Tuesday, October 23, 2007

Machine translation has a long way to go.

Recently, Google switched to its own translation system from Systran system. There is an interesting article compares these two by translation between English and German.

Honestly, I'm quite pessimistic about machine translation. I never had good experience with any translator. Just out of my curiosity, I compared Google and Systran by translating an English snippet into Chinese and it turns out that neither of them did a good work and nobody can understand their result, though Google did a slightly better. Everyone knows machine translation is a hard problem, me too. But according to their result, I think they could have done much better. They just didn't put enough effort.

Let's take a look at the translation result.

Englisth to Chinese Tranlastion Comparison
English SnippetGoogle TranslatorSystran translation
Apple infuriated developers and some iPhone users when it issued a software update September 27 that disabled unofficial programs installed on the handsets.

Until Wednesday, Apple had tried to control which applications consumers had on their iPhones.

Now, Jobs said the company intends to release a software development kit in February that will let coders create applications to work directly on the iPhone and the iPod Touch. The Touch is the new iPod portable player that resembles the iPhone but lacks the function of a cell phone.

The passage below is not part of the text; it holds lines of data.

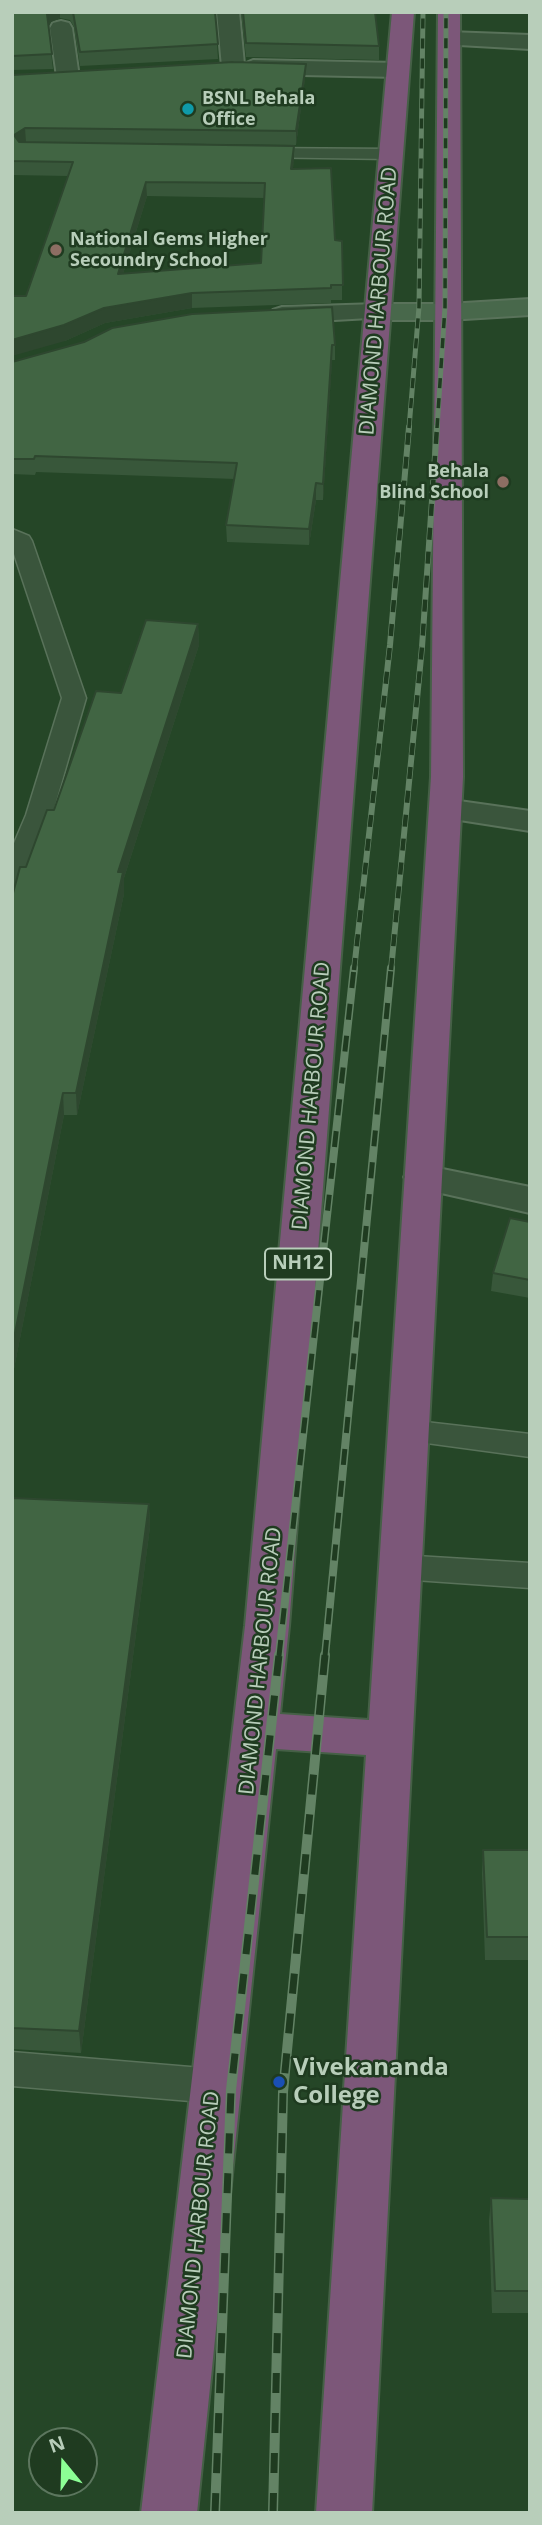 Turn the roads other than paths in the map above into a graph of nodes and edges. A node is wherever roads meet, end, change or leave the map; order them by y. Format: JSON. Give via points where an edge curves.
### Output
{"nodes":[{"id":1,"x":228,"y":12,"type":"edge"},
{"id":2,"x":403,"y":12,"type":"edge"},
{"id":3,"x":449,"y":26,"type":"edge"},
{"id":4,"x":61,"y":28,"type":"dead end"},
{"id":5,"x":530,"y":42,"type":"edge"},
{"id":6,"x":233,"y":67,"type":"junction"},
{"id":7,"x":207,"y":68,"type":"edge"},
{"id":8,"x":398,"y":70,"type":"junction"},
{"id":9,"x":92,"y":75,"type":"edge"},
{"id":10,"x":68,"y":76,"type":"junction"},
{"id":11,"x":40,"y":78,"type":"edge"},
{"id":12,"x":234,"y":152,"type":"edge"},
{"id":13,"x":391,"y":154,"type":"junction"},
{"id":14,"x":530,"y":307,"type":"edge"},
{"id":15,"x":378,"y":312,"type":"junction"},
{"id":16,"x":448,"y":312,"type":"junction"},
{"id":17,"x":255,"y":315,"type":"edge"},
{"id":18,"x":12,"y":536,"type":"edge"},
{"id":19,"x":445,"y":809,"type":"junction"},
{"id":20,"x":530,"y":821,"type":"edge"},
{"id":21,"x":12,"y":878,"type":"edge"},
{"id":22,"x":423,"y":1177,"type":"junction"},
{"id":23,"x":530,"y":1200,"type":"edge"},
{"id":24,"x":408,"y":1431,"type":"junction"},
{"id":25,"x":530,"y":1446,"type":"edge"},
{"id":26,"x":400,"y":1567,"type":"junction"},
{"id":27,"x":530,"y":1576,"type":"edge"},
{"id":28,"x":255,"y":1730,"type":"junction"},
{"id":29,"x":390,"y":1739,"type":"junction"},
{"id":30,"x":12,"y":2069,"type":"edge"},
{"id":31,"x":214,"y":2086,"type":"junction"},
{"id":32,"x":169,"y":2513,"type":"edge"},
{"id":33,"x":344,"y":2513,"type":"edge"}],
"edges":[{"from":1,"to":6,"type":"street"},
{"from":2,"to":8,"type":"highway","name":"DIAMOND HARBOUR ROAD","number":"NH12"},
{"from":3,"to":5,"type":"street"},
{"from":3,"to":16,"type":"highway"},
{"from":4,"to":10,"type":"street"},
{"from":6,"to":7,"type":"street"},
{"from":6,"to":8,"type":"street"},
{"from":8,"to":13,"type":"highway","name":"DIAMOND HARBOUR ROAD","number":"NH12"},
{"from":9,"to":10,"type":"street"},
{"from":10,"to":11,"type":"street"},
{"from":12,"to":13,"type":"lane"},
{"from":13,"to":15,"type":"highway","name":"DIAMOND HARBOUR ROAD","number":"NH12"},
{"from":14,"to":16,"type":"street"},
{"from":15,"to":16,"type":"street"},
{"from":15,"to":17,"type":"street"},
{"from":15,"to":28,"type":"highway","name":"DIAMOND HARBOUR ROAD","number":"NH12"},
{"from":16,"to":19,"type":"highway"},
{"from":18,"to":21,"type":"lane","via":[[21,541],[74,698],[39,815]]},
{"from":19,"to":20,"type":"street"},
{"from":19,"to":22,"type":"highway"},
{"from":22,"to":23,"type":"street"},
{"from":22,"to":24,"type":"highway"},
{"from":24,"to":25,"type":"lane"},
{"from":24,"to":26,"type":"highway"},
{"from":26,"to":27,"type":"lane"},
{"from":26,"to":29,"type":"highway"},
{"from":28,"to":29,"type":"highway"},
{"from":28,"to":31,"type":"highway","name":"DIAMOND HARBOUR ROAD","number":"NH12"},
{"from":29,"to":33,"type":"highway"},
{"from":30,"to":31,"type":"lane"},
{"from":31,"to":32,"type":"highway","name":"DIAMOND HARBOUR ROAD","number":"NH12"}]}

"We are excited about creating a vibrant third-party developer community around the iPhone and enabling hundreds of new applications for our users," Jobs said in the posting.
苹果激怒了开发商和一些iphone的用户时,它发出的一个软件更新9月27日伤残非官方程式安装于手机。

直到周三,苹果公司曾试图控制哪些申请消费者对它们iphones 。

现在,乔布斯表示,该公司打算发布一个软件开发工具包,在2月,可以让编码员创造应用工作,直接就对iphone与ipod的触摸。触摸是新的ipod便携式播放相似iphone的,但欠缺的功能手机。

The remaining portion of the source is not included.